====== Records for the task ======

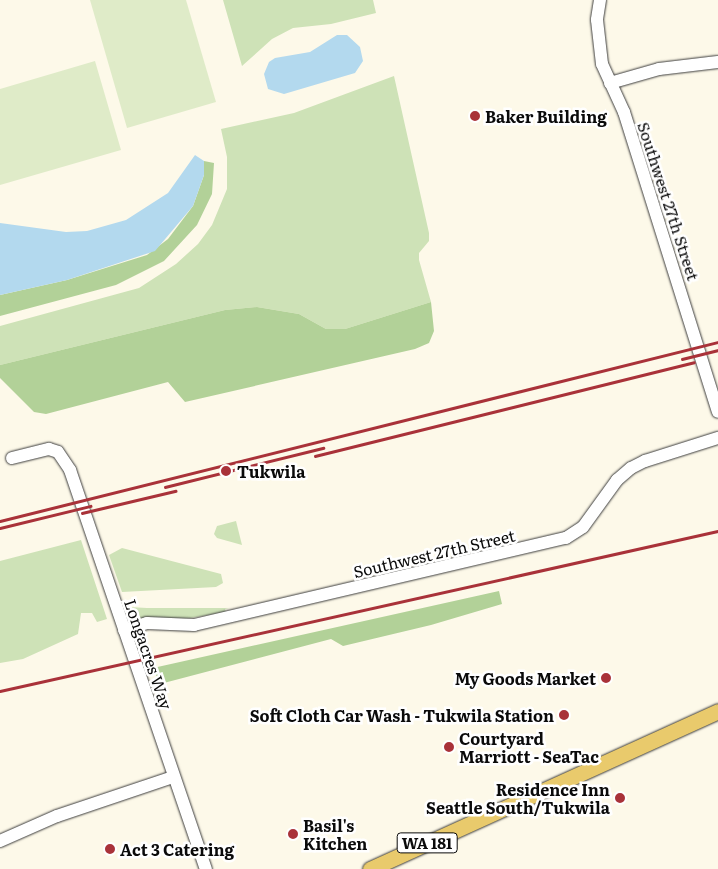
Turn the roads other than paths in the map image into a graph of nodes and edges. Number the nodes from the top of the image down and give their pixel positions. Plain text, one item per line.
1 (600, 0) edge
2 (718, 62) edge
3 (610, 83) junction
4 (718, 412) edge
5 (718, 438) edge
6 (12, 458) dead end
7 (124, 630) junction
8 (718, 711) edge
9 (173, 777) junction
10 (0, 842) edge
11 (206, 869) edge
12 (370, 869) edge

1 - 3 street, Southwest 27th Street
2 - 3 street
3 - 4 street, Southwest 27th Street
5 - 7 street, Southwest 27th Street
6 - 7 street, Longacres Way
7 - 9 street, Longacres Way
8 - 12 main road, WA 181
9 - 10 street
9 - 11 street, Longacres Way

======

> [What is required]: Would you copy every entry exactly as it stands, leaving out the pictures?

> [Response for this exercise]:
Turn the roads other than paths in the map image into a graph of nodes and edges. Number the nodes from the top of the image down and give their pixel positions. Plain text, one item per line.
1 (600, 0) edge
2 (718, 62) edge
3 (610, 83) junction
4 (718, 412) edge
5 (718, 438) edge
6 (12, 458) dead end
7 (124, 630) junction
8 (718, 711) edge
9 (173, 777) junction
10 (0, 842) edge
11 (206, 869) edge
12 (370, 869) edge

1 - 3 street, Southwest 27th Street
2 - 3 street
3 - 4 street, Southwest 27th Street
5 - 7 street, Southwest 27th Street
6 - 7 street, Longacres Way
7 - 9 street, Longacres Way
8 - 12 main road, WA 181
9 - 10 street
9 - 11 street, Longacres Way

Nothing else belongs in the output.